The data
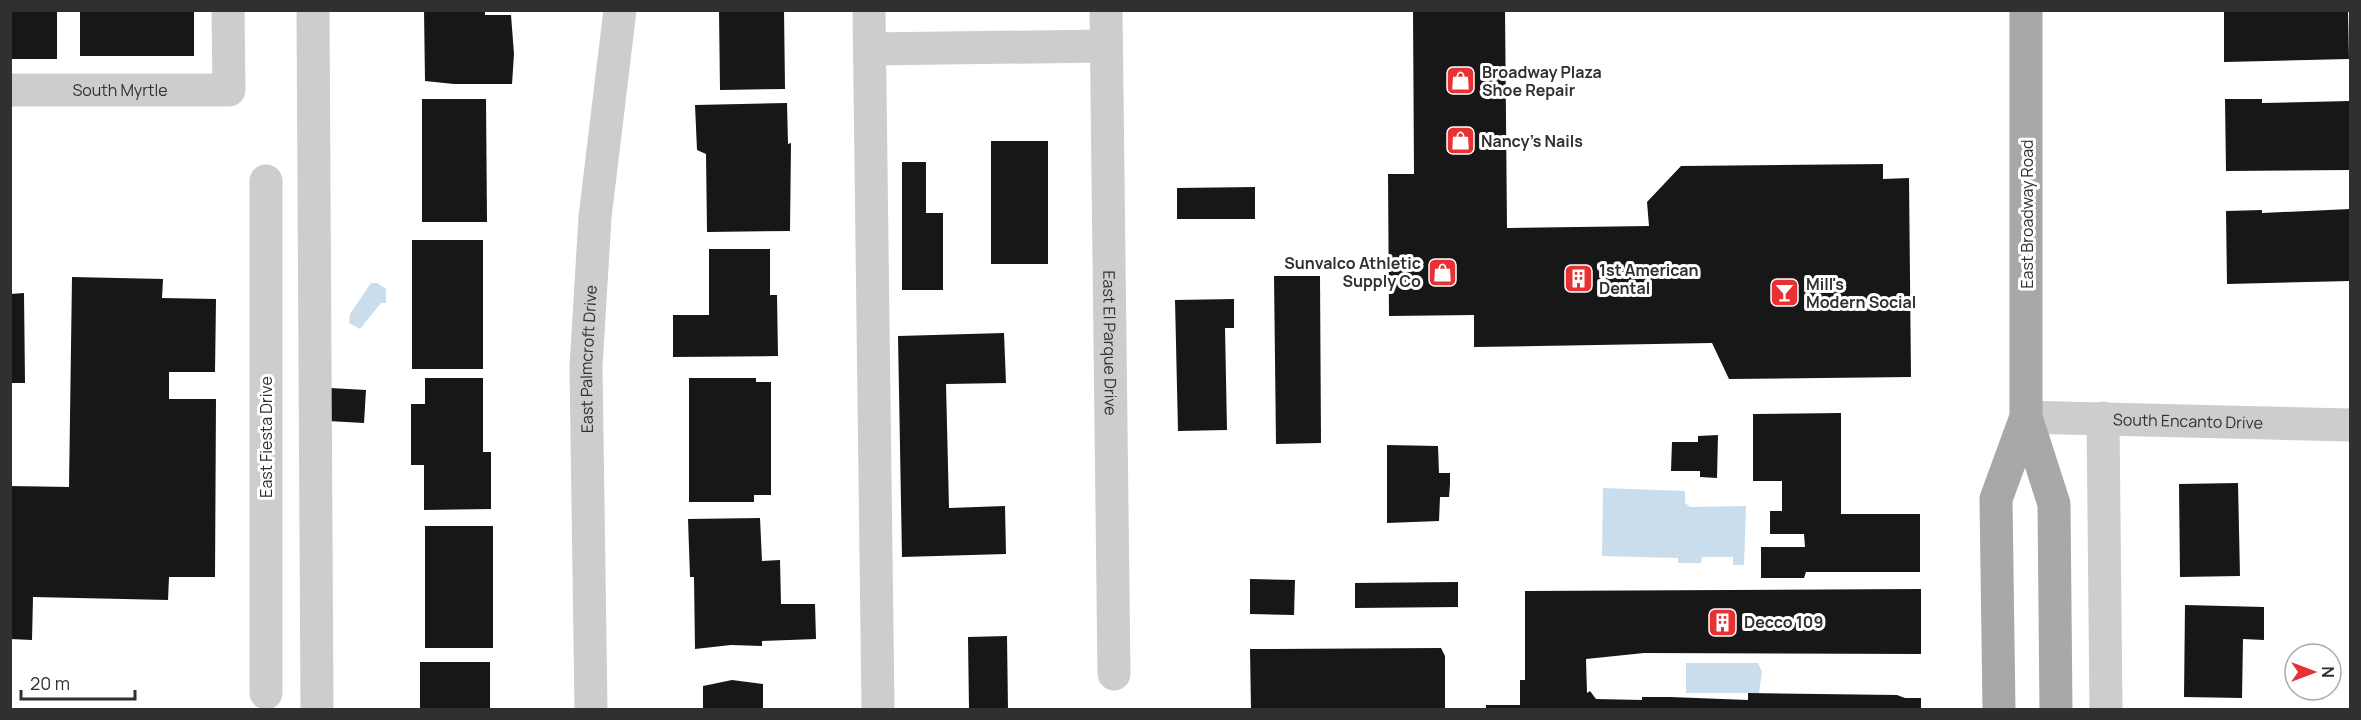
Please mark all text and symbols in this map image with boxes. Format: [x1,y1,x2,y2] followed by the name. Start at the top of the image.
[1482,61,1602,101] place label: Broadway Plaza Shoe Repair
[1445,65,1477,97] shop icon: Broadway Plaza Shoe Repair
[72,79,168,101] street label: South Myrtle
[1444,125,1476,157] shop icon: Nancy's Nails
[1481,130,1583,152] place label: Nancy's Nails
[2016,139,2038,289] street label: East Broadway Road
[1284,252,1421,292] place label: Sunvalco Athletic Supply Co
[1426,256,1458,288] shop icon: Sunvalco Athletic Supply Co
[1599,259,1699,299] place label: 1st American Dental
[1562,263,1594,295] building icon: 1st American Dental
[1098,270,1122,416] street label: East El Parque Drive
[1806,273,1916,313] place label: Mill's Modern Social
[1769,277,1801,309] bar icon: Mill's Modern Social
[575,284,602,433] street label: East Palmcroft Drive
[255,376,277,498] street label: East Fiesta Drive
[2113,408,2263,434] street label: South Encanto Drive
[1707,606,1739,638] building icon: Decco 109
[1744,611,1823,633] place label: Decco 109
[2283,642,2343,702] north arrow
[21,663,135,701] scale bar
[2317,666,2339,678] text: N
[30,671,70,695] text: 20 m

Instructions for the task
When you give the entries again, keep them exact and omit any picture they contain.

Final answer
Please mark all text and symbols in this map image with boxes. Format: [x1,y1,x2,y2] followed by the name. Start at the top of the image.
[1482,61,1602,101] place label: Broadway Plaza Shoe Repair
[1445,65,1477,97] shop icon: Broadway Plaza Shoe Repair
[72,79,168,101] street label: South Myrtle
[1444,125,1476,157] shop icon: Nancy's Nails
[1481,130,1583,152] place label: Nancy's Nails
[2016,139,2038,289] street label: East Broadway Road
[1284,252,1421,292] place label: Sunvalco Athletic Supply Co
[1426,256,1458,288] shop icon: Sunvalco Athletic Supply Co
[1599,259,1699,299] place label: 1st American Dental
[1562,263,1594,295] building icon: 1st American Dental
[1098,270,1122,416] street label: East El Parque Drive
[1806,273,1916,313] place label: Mill's Modern Social
[1769,277,1801,309] bar icon: Mill's Modern Social
[575,284,602,433] street label: East Palmcroft Drive
[255,376,277,498] street label: East Fiesta Drive
[2113,408,2263,434] street label: South Encanto Drive
[1707,606,1739,638] building icon: Decco 109
[1744,611,1823,633] place label: Decco 109
[2283,642,2343,702] north arrow
[21,663,135,701] scale bar
[2317,666,2339,678] text: N
[30,671,70,695] text: 20 m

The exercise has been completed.